## What you have to do
From the line containing "I need the junctions" down to the final line of the entries below, restate each line word for word and add nothing.

## Entries supplied

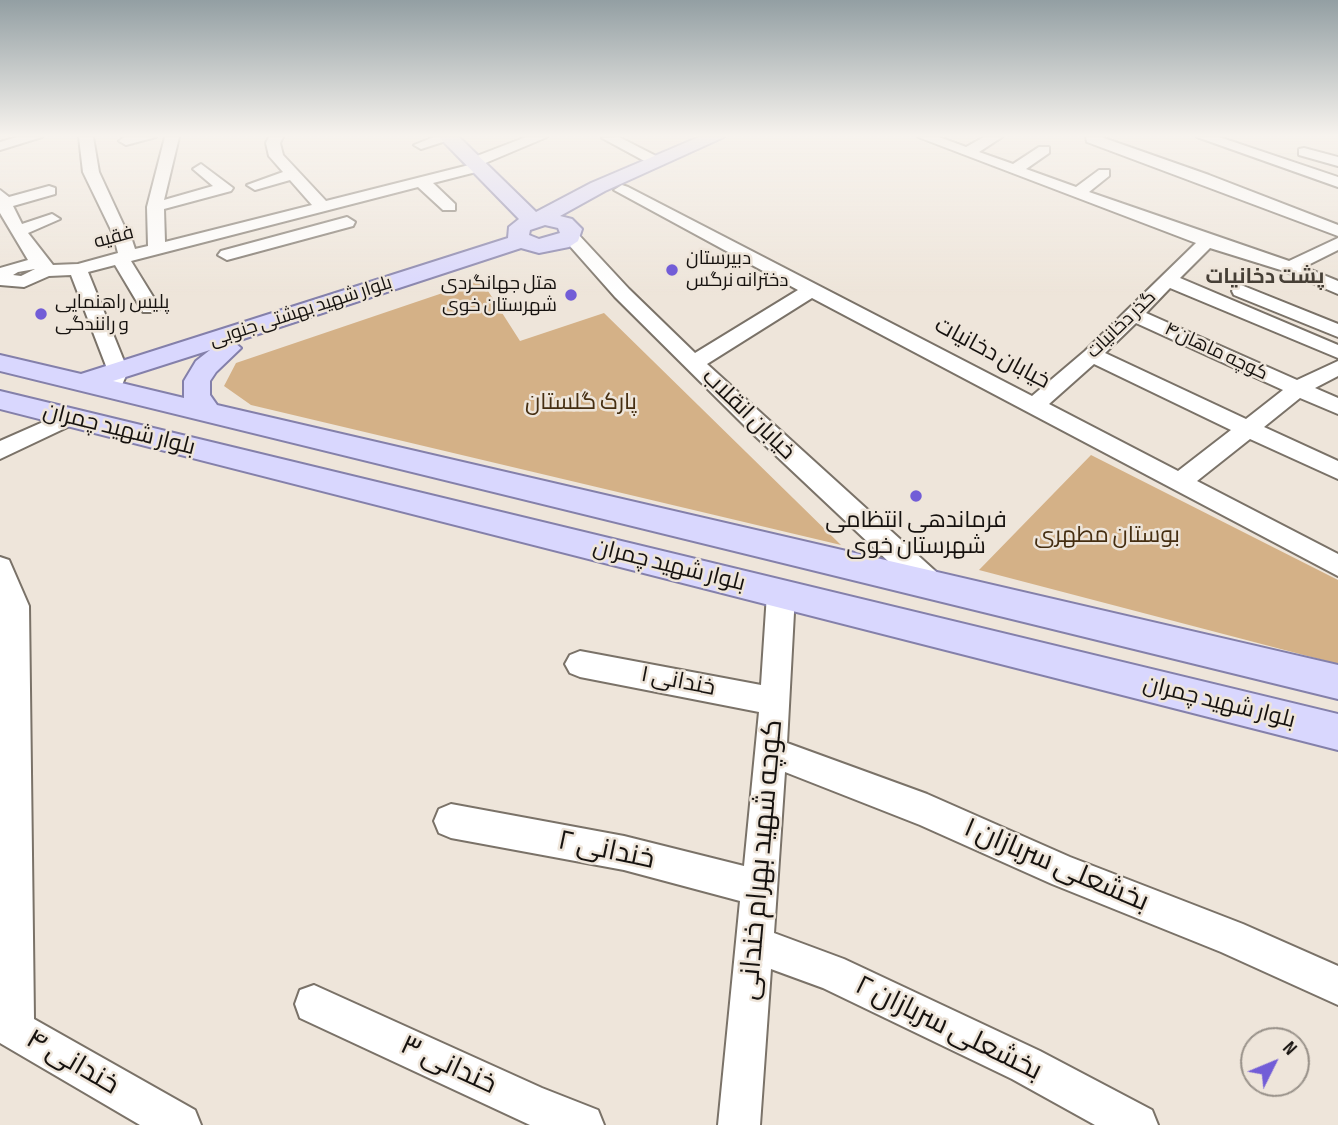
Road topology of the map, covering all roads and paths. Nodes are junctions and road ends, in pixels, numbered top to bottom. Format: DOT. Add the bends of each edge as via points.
graph roads {
  1 [pos="102,190"];
  2 [pos="159,190"];
  3 [pos="218,190"];
  4 [pos="307,190"];
  5 [pos="392,190"];
  6 [pos="430,190"];
  7 [pos="498,190"];
  8 [pos="606,190"];
  9 [pos="622,190"];
  10 [pos="1068,190"];
  11 [pos="1083,190"];
  12 [pos="1233,190"];
  13 [pos="49,191"];
  14 [pos="1078,193"];
  15 [pos="361,197"];
  16 [pos="2,199"];
  17 [pos="1161,201"];
  18 [pos="155,204"];
  19 [pos="414,204"];
  20 [pos="581,205"];
  21 [pos="327,206"];
  22 [pos="121,214"];
  23 [pos="372,214"];
  24 [pos="52,219"];
  25 [pos="1147,219"];
  26 [pos="10,227"];
  27 [pos="530,227"];
  28 [pos="570,231"];
  29 [pos="1338,231"];
  30 [pos="1207,242"];
  31 [pos="1338,243"];
  32 [pos="547,246"];
  33 [pos="157,249"];
  34 [pos="227,255"];
  35 [pos="124,257"];
  36 [pos="1290,267"];
  37 [pos="78,269"];
  38 [pos="38,271"];
  39 [pos="1176,274"];
  40 [pos="2,279"];
  41 [pos="1338,288"];
  42 [pos="812,290"];
  43 [pos="0,301"];
  44 [pos="150,307"];
  45 [pos="1133,314"];
  46 [pos="1338,331"];
  47 [pos="228,348"];
  48 [pos="1338,352"];
  49 [pos="1092,355"];
  50 [pos="0,363"];
  51 [pos="694,363"];
  52 [pos="1338,367"];
  53 [pos="103,381"];
  54 [pos="1298,390"];
  55 [pos="0,400"];
  56 [pos="1034,406"];
  57 [pos="1338,407"];
  58 [pos="36,409"];
  59 [pos="208,413"];
  60 [pos="68,418"];
  61 [pos="1248,428"];
  62 [pos="0,442"];
  63 [pos="0,451"];
  64 [pos="1338,471"];
  65 [pos="1179,483"];
  66 [pos="1338,566"];
  67 [pos="0,567"];
  68 [pos="934,587"];
  69 [pos="781,594"];
  70 [pos="580,663"];
  71 [pos="1338,682"];
  72 [pos="775,701"];
  73 [pos="1338,733"];
  74 [pos="771,752"];
  75 [pos="451,821"];
  76 [pos="759,888"];
  77 [pos="754,944"];
  78 [pos="1338,986"];
  79 [pos="314,1004"];
  80 [pos="7,1025"];
  81 [pos="180,1125"];
  82 [pos="583,1125"];
  83 [pos="739,1125"];
  84 [pos="1137,1125"];
  1 -- 22 [label="street"];
  2 -- 18 [label="street"];
  3 -- 18 [label="street"];
  4 -- 21 [label="street"];
  5 -- 15 [label="street, فقیه"];
  6 -- 19 [label="street" via="444,202"];
  7 -- 27 [label="main road"];
  8 -- 20 [label="main road, بلوار شهید بهشتی جنوبی"];
  9 -- 20 [label="main road, بلوار شهید بهشتی جنوبی"];
  9 -- 42 [label="street, خیابان دخانیات"];
  10 -- 14 [label="street"];
  11 -- 14 [label="street"];
  12 -- 29 [label="street"];
  13 -- 16 [label="street"];
  14 -- 25 [label="street"];
  15 -- 21 [label="street, فقیه"];
  15 -- 23 [label="street"];
  16 -- 26 [label="street"];
  17 -- 25 [label="street"];
  18 -- 22 [label="street"];
  18 -- 33 [label="street"];
  20 -- 27 [label="main road, بلوار شهید بهشتی جنوبی"];
  20 -- 28 [label="main road, بلوار شهید بهشتی جنوبی"];
  21 -- 33 [label="street, فقیه"];
  21 -- 34 [label="street" via="350,225"];
  22 -- 35 [label="street"];
  24 -- 26 [label="street"];
  25 -- 30 [label="street"];
  26 -- 38 [label="street"];
  27 -- 28 [label="main road" via="552,219"];
  27 -- 32 [label="main road"];
  27 -- 53 [label="main road, بلوار شهید بهشتی جنوبی"];
  28 -- 32 [label="main road, بلوار شهید بهشتی جنوبی"];
  28 -- 51 [label="street, خیابان انقلاب" via="622,293"];
  30 -- 36 [label="street"];
  30 -- 39 [label="street, گذر دخانیات"];
  31 -- 36 [label="street"];
  32 -- 47 [label="main road, بلوار شهید بهشتی جنوبی"];
  33 -- 35 [label="street, فقیه"];
  35 -- 37 [label="street, فقیه"];
  35 -- 44 [label="street"];
  36 -- 41 [label="street"];
  37 -- 38 [label="street, فقیه"];
  37 -- 53 [label="street"];
  38 -- 40 [label="street, فقیه" via="19,265"];
  38 -- 43 [label="street"];
  39 -- 45 [label="street, گذر دخانیات"];
  39 -- 46 [label="street"];
  39 -- 48 [label="street"];
  42 -- 51 [label="street"];
  42 -- 56 [label="street, خیابان دخانیات"];
  45 -- 49 [label="street, گذر دخانیات"];
  45 -- 54 [label="street, کوچه ماهان۴"];
  47 -- 53 [label="main road, بلوار شهید بهشتی جنوبی"];
  47 -- 59 [label="main road" via="205,367 197,381 196,395"];
  49 -- 56 [label="street, گذر دخانیات"];
  49 -- 61 [label="street"];
  50 -- 53 [label="main road, بلوار شهید چمران"];
  51 -- 68 [label="street, خیابان انقلاب"];
  52 -- 54 [label="street"];
  53 -- 58 [label="main road"];
  53 -- 59 [label="main road, بلوار شهید چمران"];
  53 -- 60 [label="main road"];
  54 -- 57 [label="street, کوچه ماهان۴"];
  54 -- 61 [label="street"];
  55 -- 58 [label="main road, بلوار شهید چمران"];
  56 -- 65 [label="street, خیابان دخانیات"];
  58 -- 60 [label="main road, بلوار شهید چمران"];
  58 -- 62 [label="street"];
  59 -- 68 [label="main road, بلوار شهید چمران"];
  60 -- 63 [label="street"];
  60 -- 69 [label="main road, بلوار شهید چمران"];
  61 -- 64 [label="street"];
  61 -- 65 [label="street"];
  65 -- 66 [label="street, خیابان دخانیات"];
  67 -- 80 [label="street" via="15,606"];
  68 -- 71 [label="main road, بلوار شهید چمران"];
  69 -- 72 [label="street, کوچه شهید بهرام خندانی"];
  69 -- 73 [label="main road, بلوار شهید چمران"];
  70 -- 72 [label="street, خندانی ۱"];
  72 -- 74 [label="street, کوچه شهید بهرام خندانی"];
  74 -- 76 [label="street, کوچه شهید بهرام خندانی"];
  74 -- 78 [label="street, بخشعلی سربازان ۱" via="926,811"];
  75 -- 76 [label="street, خندانی ۲" via="624,853"];
  76 -- 77 [label="street, کوچه شهید بهرام خندانی"];
  77 -- 83 [label="street, کوچه شهید بهرام خندانی"];
  77 -- 84 [label="street, بخشعلی سربازان ۲" via="843,977 1026,1065"];
  79 -- 82 [label="street, خندانی ۳"];
  80 -- 81 [label="street, خندانی ۴"];
}
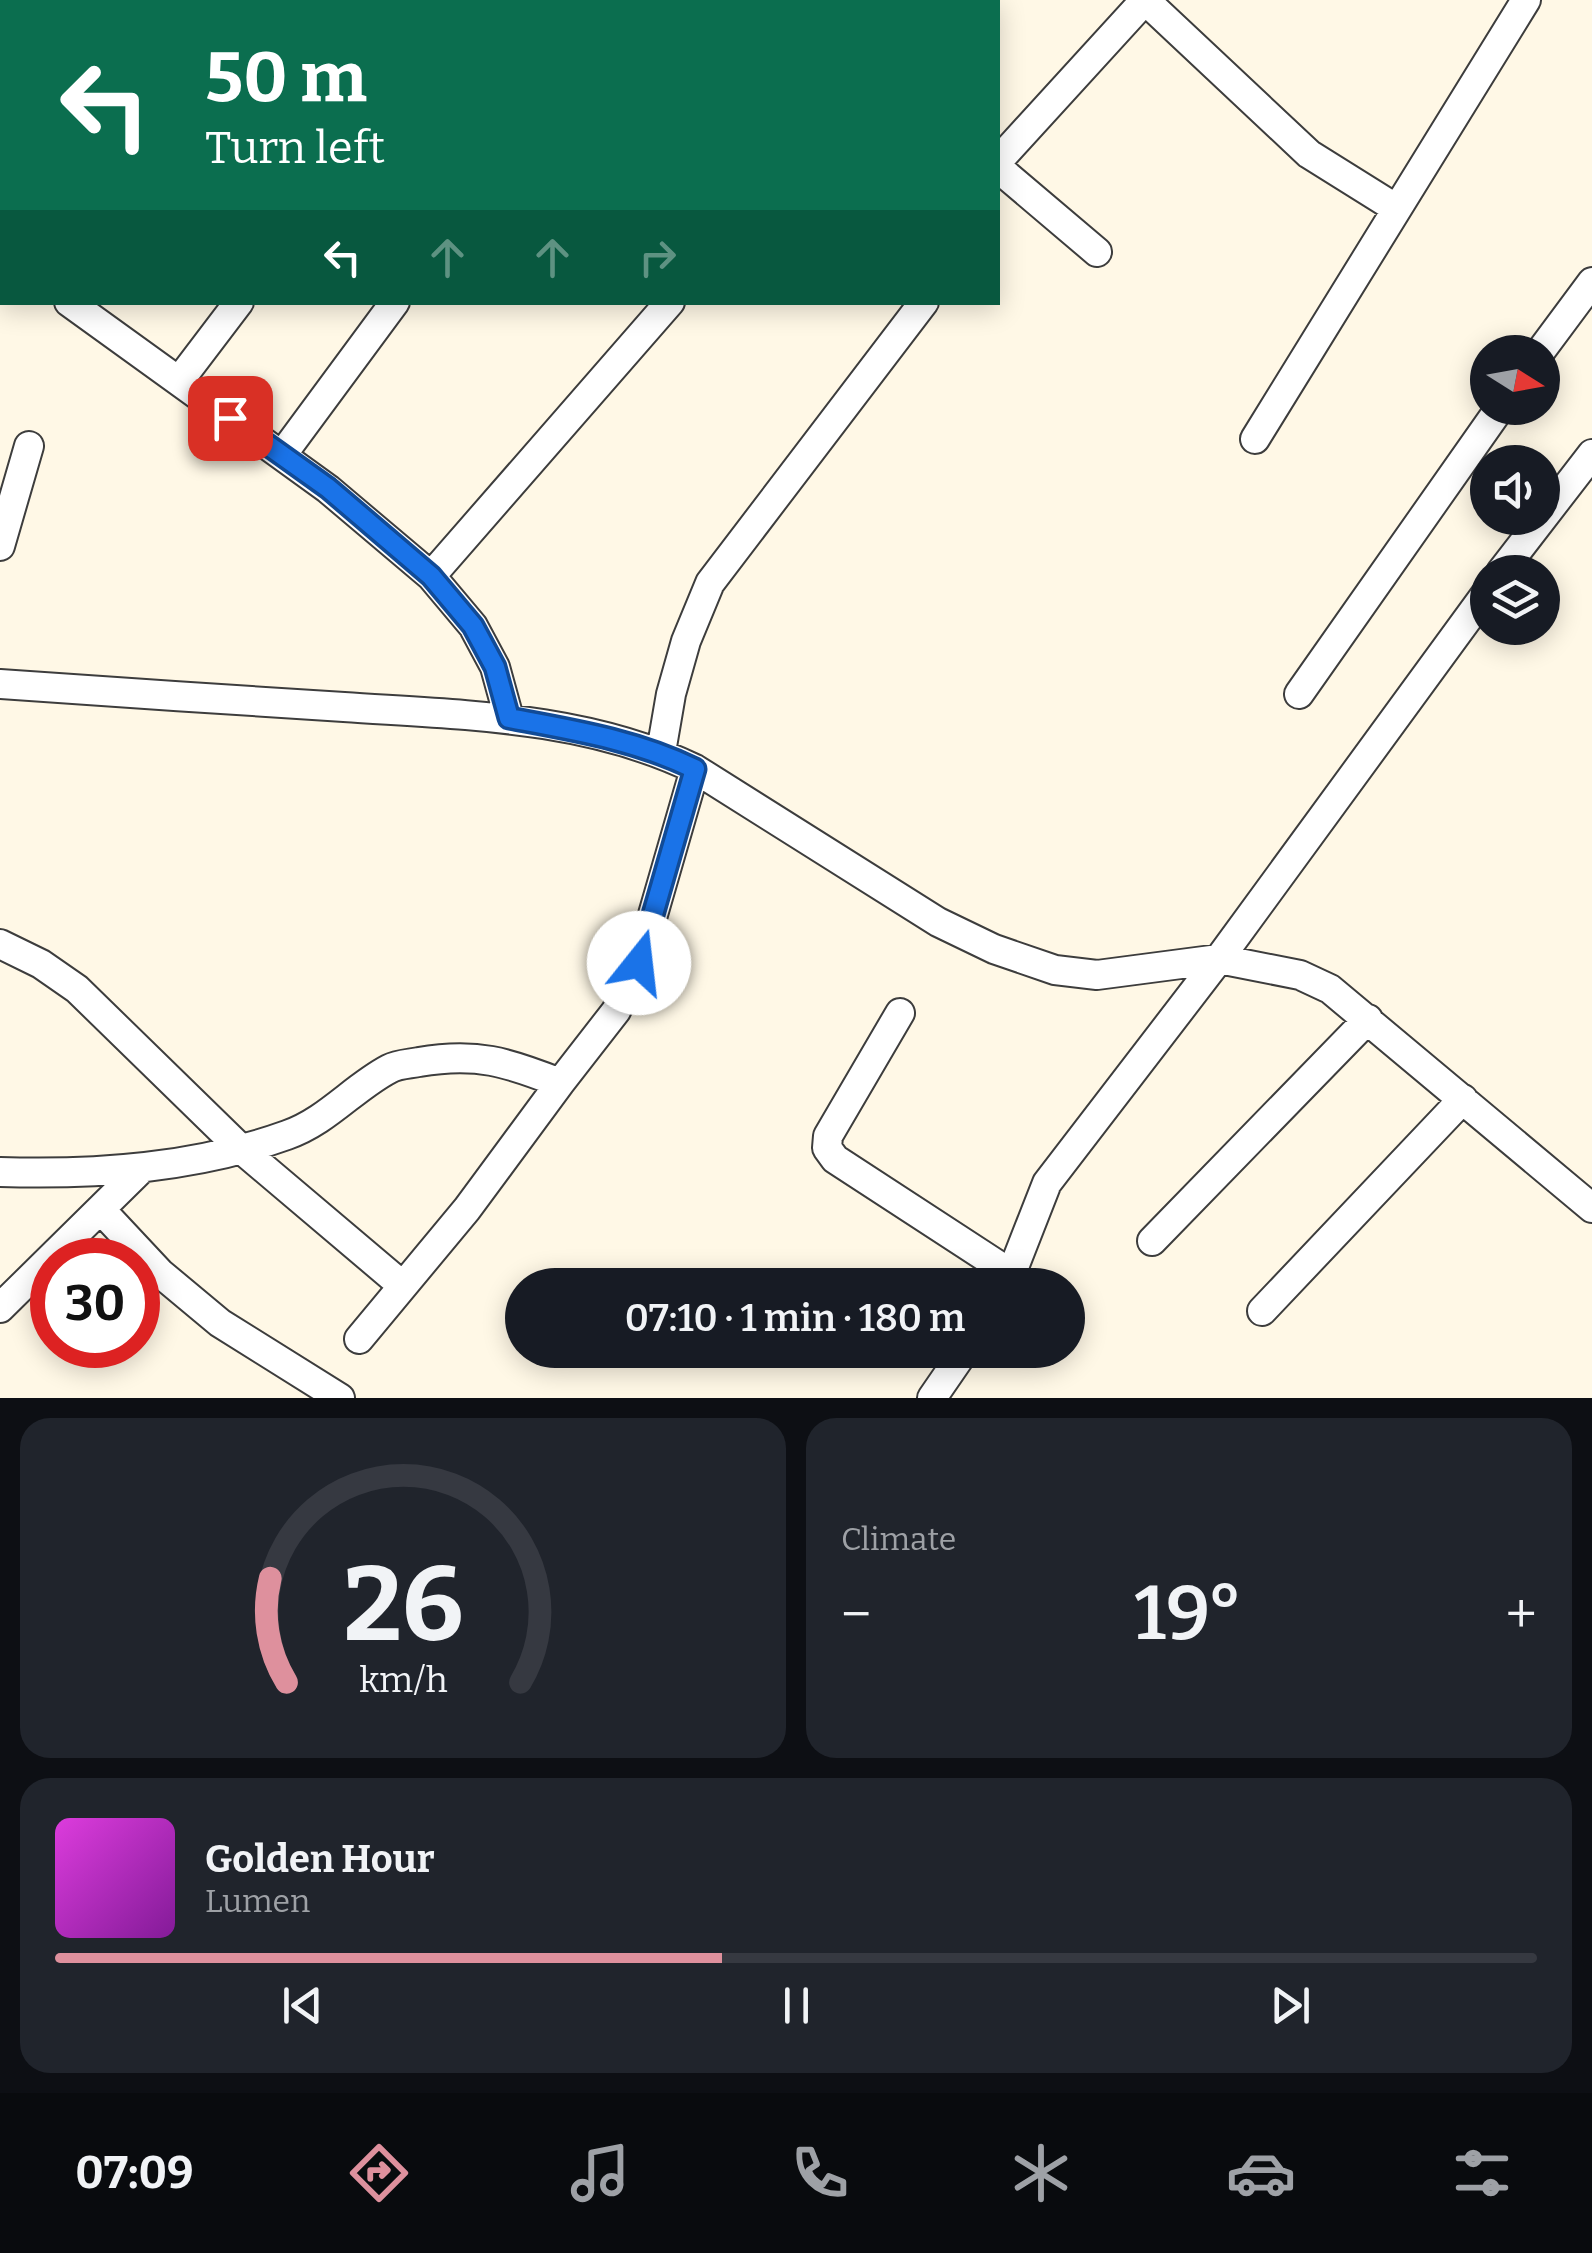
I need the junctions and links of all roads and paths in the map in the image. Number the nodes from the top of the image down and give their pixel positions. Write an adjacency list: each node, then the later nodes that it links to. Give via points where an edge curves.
1 (1526, 0): 4 (street)
2 (1000, 163): 4 (street, via 1145,0 1309,154)
3 (1000, 167): 5 (street)
4 (1397, 209): 15 (street)
5 (1097, 252)
6 (1592, 282): 12 (street)
7 (73, 305): 13 (street)
8 (237, 305): 13 (street)
9 (393, 305): 18 (street)
10 (667, 305): 21 (street)
11 (922, 305): 26 (street, via 710,582 686,641)
12 (1553, 335)
13 (179, 381): 18 (street)
14 (1488, 425): 24 (street)
15 (1255, 438)
16 (30, 446): 19 (street)
17 (1592, 454): 20 (street)
18 (282, 455): 21 (street)
19 (0, 546)
20 (1514, 555)
21 (431, 576): 25 (street, via 473,626 495,667)
22 (1470, 616): 29 (street)
23 (0, 684): 25 (street)
24 (1300, 694)
25 (509, 718): 26 (street)
26 (660, 752): 27 (street)
27 (695, 769): 29 (street, via 938,922 994,949 1096,976); 32 (street, via 639,963 616,1010)
28 (0, 944): 34 (street, via 78,989)
29 (1219, 959): 31 (street, via 1300,975); 41 (street, via 1047,1183)
30 (900, 1013): 40 (street, via 827,1148)
31 (1368, 1019): 33 (street); 39 (street)
32 (560, 1083): 34 (street, via 509,1062 453,1056 392,1067 323,1118); 42 (street)
33 (1463, 1099): 37 (street); 44 (street)
34 (240, 1148): 35 (street); 42 (street)
35 (141, 1170): 36 (street); 38 (street)
36 (0, 1172)
37 (1592, 1208)
38 (102, 1210): 43 (street); 47 (street, via 160,1273 220,1323)
39 (1152, 1242)
40 (993, 1268)
41 (1015, 1268)
42 (403, 1286): 45 (street)
43 (0, 1308)
44 (1262, 1311)
45 (359, 1339)
46 (953, 1368): 48 (street)
47 (340, 1398)
48 (932, 1398)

## Expected answer
I need the junctions and links of all roads and paths in the map in the image. Number the nodes from the top of the image down and give their pixel positions. Write an adjacency list: each node, then the later nodes that it links to. Give via points where an edge curves.
1 (1526, 0): 4 (street)
2 (1000, 163): 4 (street, via 1145,0 1309,154)
3 (1000, 167): 5 (street)
4 (1397, 209): 15 (street)
5 (1097, 252)
6 (1592, 282): 12 (street)
7 (73, 305): 13 (street)
8 (237, 305): 13 (street)
9 (393, 305): 18 (street)
10 (667, 305): 21 (street)
11 (922, 305): 26 (street, via 710,582 686,641)
12 (1553, 335)
13 (179, 381): 18 (street)
14 (1488, 425): 24 (street)
15 (1255, 438)
16 (30, 446): 19 (street)
17 (1592, 454): 20 (street)
18 (282, 455): 21 (street)
19 (0, 546)
20 (1514, 555)
21 (431, 576): 25 (street, via 473,626 495,667)
22 (1470, 616): 29 (street)
23 (0, 684): 25 (street)
24 (1300, 694)
25 (509, 718): 26 (street)
26 (660, 752): 27 (street)
27 (695, 769): 29 (street, via 938,922 994,949 1096,976); 32 (street, via 639,963 616,1010)
28 (0, 944): 34 (street, via 78,989)
29 (1219, 959): 31 (street, via 1300,975); 41 (street, via 1047,1183)
30 (900, 1013): 40 (street, via 827,1148)
31 (1368, 1019): 33 (street); 39 (street)
32 (560, 1083): 34 (street, via 509,1062 453,1056 392,1067 323,1118); 42 (street)
33 (1463, 1099): 37 (street); 44 (street)
34 (240, 1148): 35 (street); 42 (street)
35 (141, 1170): 36 (street); 38 (street)
36 (0, 1172)
37 (1592, 1208)
38 (102, 1210): 43 (street); 47 (street, via 160,1273 220,1323)
39 (1152, 1242)
40 (993, 1268)
41 (1015, 1268)
42 (403, 1286): 45 (street)
43 (0, 1308)
44 (1262, 1311)
45 (359, 1339)
46 (953, 1368): 48 (street)
47 (340, 1398)
48 (932, 1398)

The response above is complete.